There are many ethical corporate executives that care deeply about their workers and communities, but the past few decades have seen a growing divide between the fortunes of the fortunate and everyone else. As decisions are increasingly geared to reward shareholders above all else, the connections between many corporate suites and the communities in which they operate has frayed to the breaking point. Today the average CEO makes around 270 times the annual typical employee earns. It wasn’t always this lopsided: In 1989, the gap was 59 to 1, but productivity gains since then have accrued primarily to corporations as profits, far outpacing what employees have seen in wage growth.
Recent corporate tax cuts risk deepening the divide between corporations and the communities where they do business. By reducing our commitment to vital public goods like schools, roads, and healthcare, corporate tax cuts are putting North Carolina’s economic future at risk.
Many corporations are already flush with newfound wealth after the federal cuts, so this is hardly the time to transfer even more from public to corporate balance sheets. It is time to take a break from the corporate tax breaks and get back to investing in North Carolina’s people and communities.

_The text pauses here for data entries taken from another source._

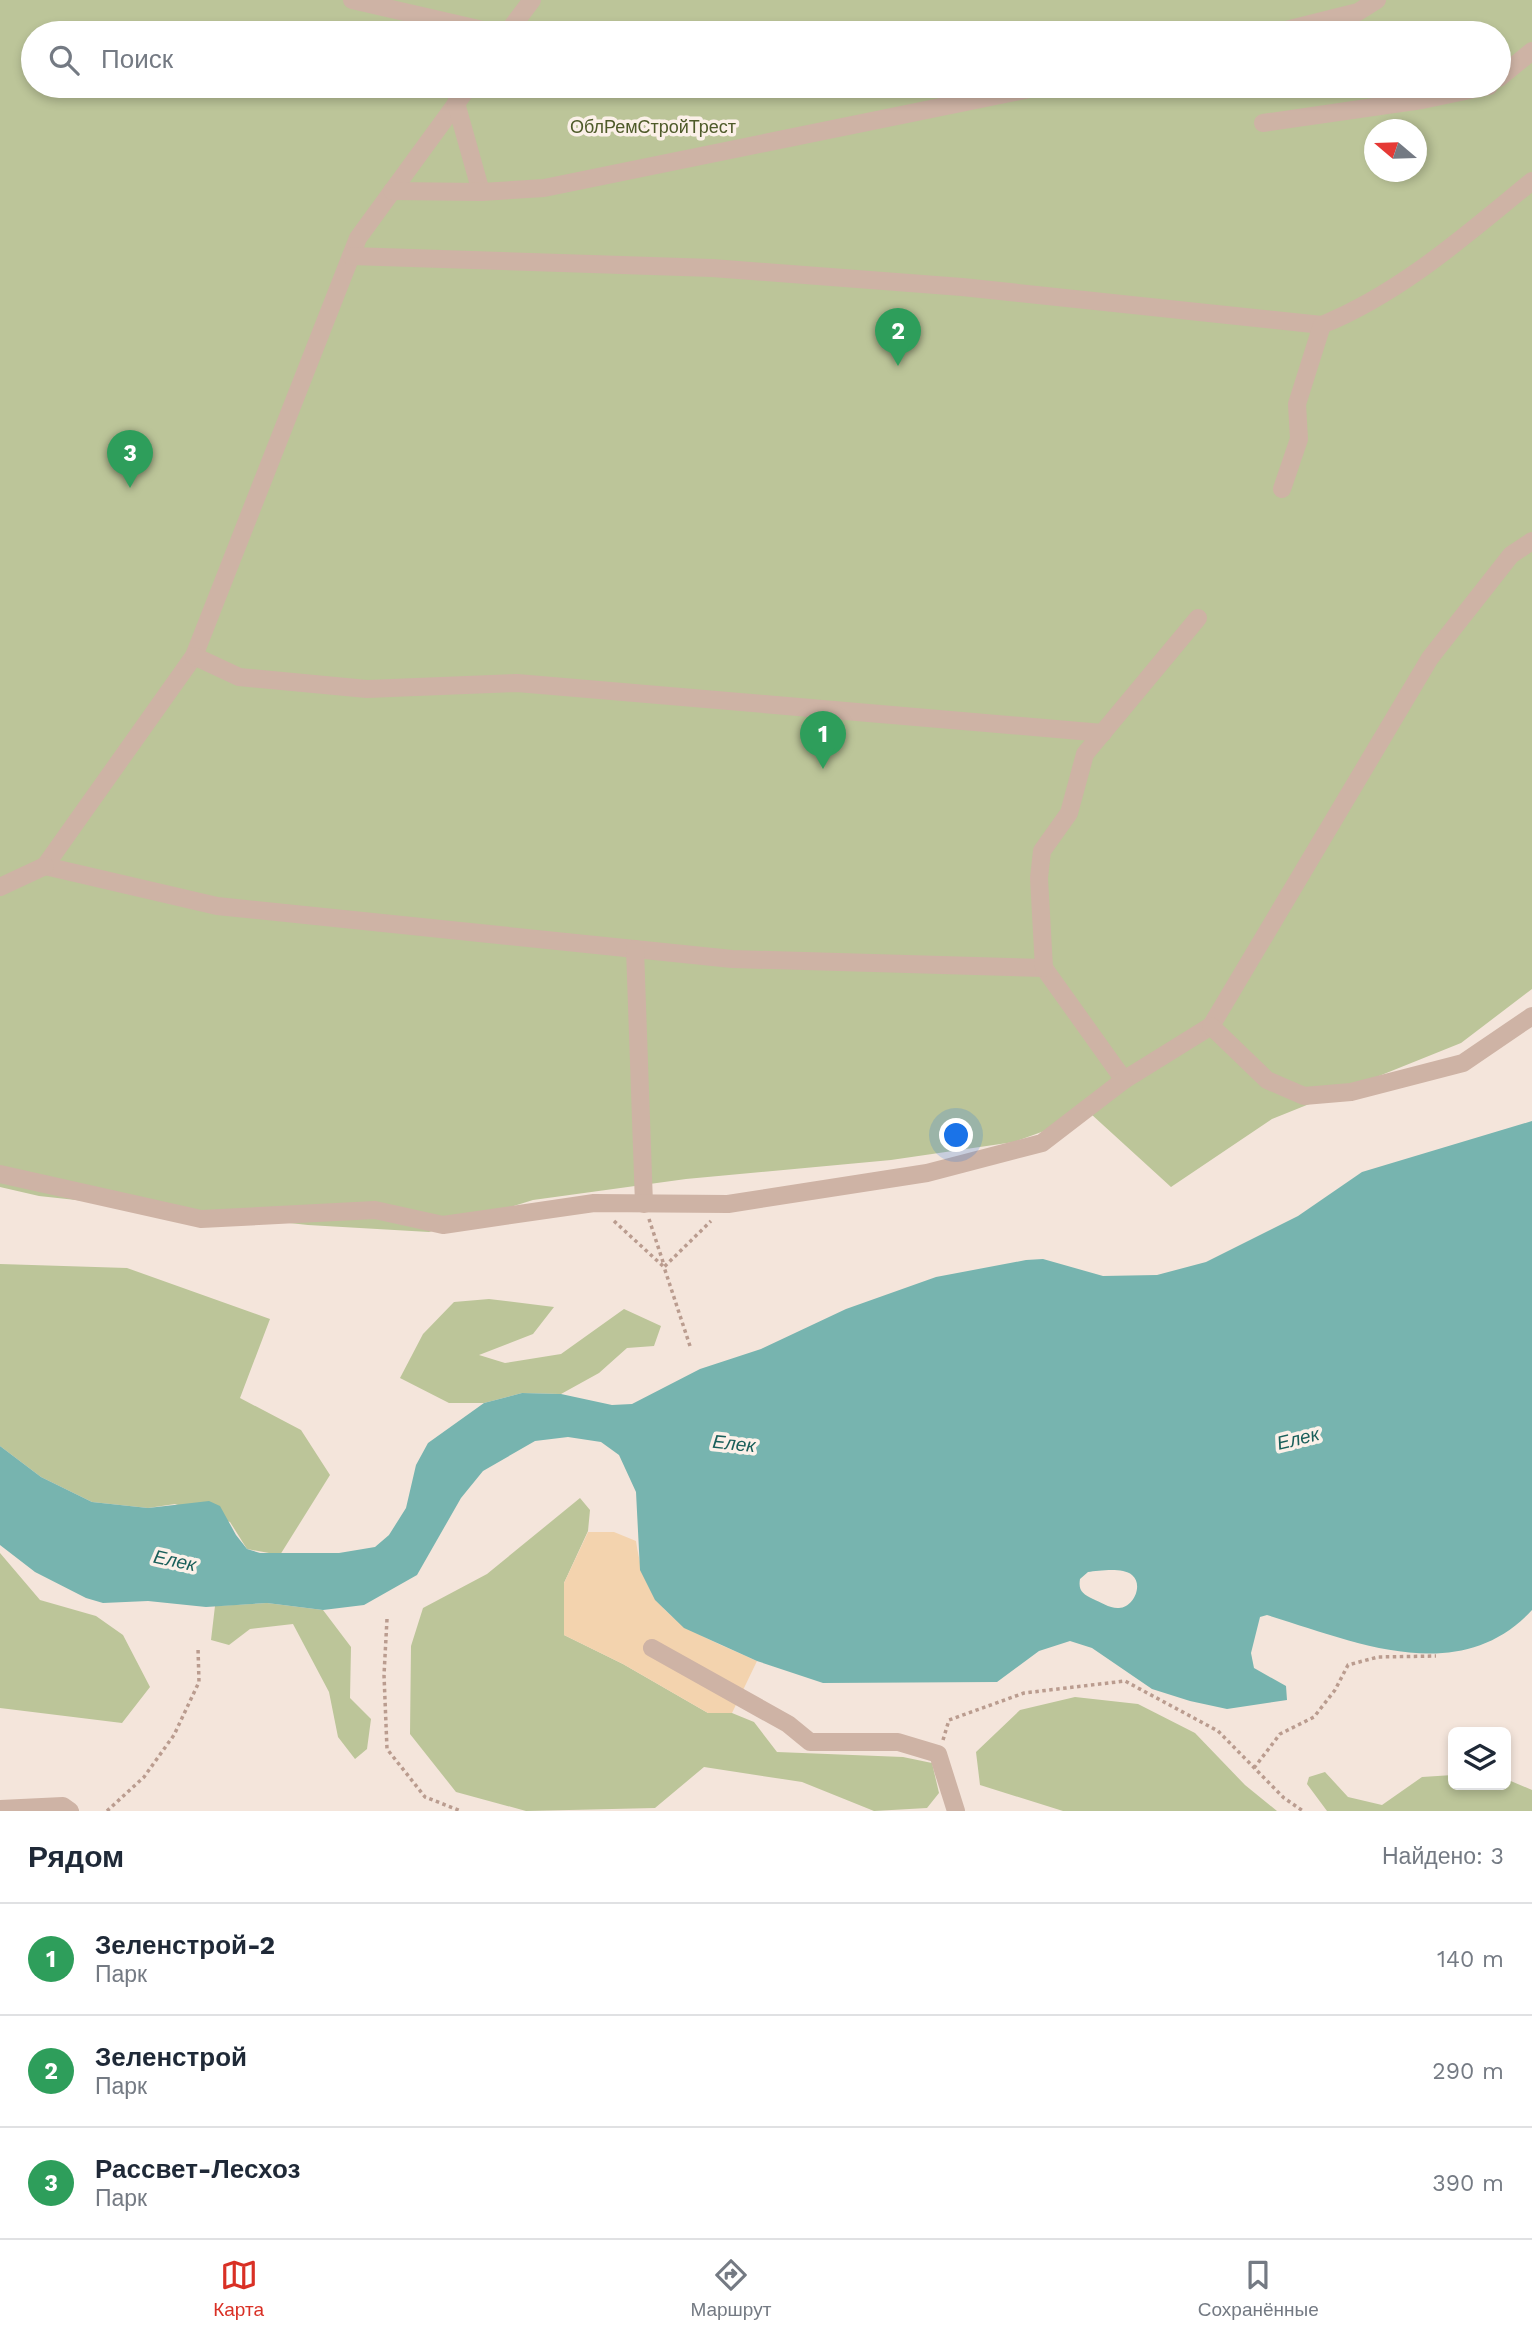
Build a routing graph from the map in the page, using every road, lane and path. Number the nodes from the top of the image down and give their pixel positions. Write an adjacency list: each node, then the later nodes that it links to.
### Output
1 (352, 0): 4 (lane)
2 (532, 0): 5 (lane)
3 (1377, 0): 6 (lane)
4 (444, 21)
5 (516, 21)
6 (1322, 21)
7 (1532, 51): 8 (lane)
8 (1511, 68)
9 (460, 98): 12 (lane)
10 (985, 98): 16 (lane)
11 (1432, 98): 13 (lane)
12 (456, 103): 15 (lane); 16 (lane)
13 (1263, 123)
14 (1532, 181): 18 (lane)
15 (391, 191): 16 (lane); 17 (lane)
16 (481, 192)
17 (351, 256): 18 (lane); 22 (lane)
18 (1322, 325): 19 (lane)
19 (1282, 489)
20 (1532, 541): 29 (lane)
21 (1198, 618): 23 (lane)
22 (194, 656): 23 (lane); 24 (lane)
23 (1102, 733): 27 (lane)
24 (46, 866): 25 (lane); 26 (lane)
25 (0, 887)
26 (635, 948): 27 (lane); 33 (lane)
27 (1044, 968): 30 (lane)
28 (1532, 1016): 29 (lane)
29 (1211, 1026): 30 (lane)
30 (1124, 1080): 34 (lane)
31 (0, 1174): 32 (lane)
32 (594, 1203): 33 (lane); 35 (path)
33 (644, 1203): 34 (lane); 35 (path)
34 (728, 1204): 35 (path)
35 (664, 1267): 36 (path)
36 (690, 1346)
37 (387, 1619): 46 (path)
38 (198, 1648): 45 (path)
39 (652, 1648): 41 (lane)
40 (1436, 1656): 42 (path)
41 (938, 1754): 42 (path); 47 (lane)
42 (1254, 1768): 48 (path)
43 (0, 1809): 44 (lane)
44 (70, 1811)
45 (107, 1811)
46 (461, 1811)
47 (956, 1811)
48 (1303, 1811)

This report looks at how corporate taxes have been slashed at the state and federal levels, provides evidence that wealthy shareholders are the prime beneficiaries of corporate tax cuts, and shows that corporate tax cuts have not solved North Carolina’s most pressing economic problems. All of these facts point in the same direction: It is time to stop lavishing unneeded tax cuts on wealthy corporations, and get serious about ensuring that employees share in the wealth that they are creating.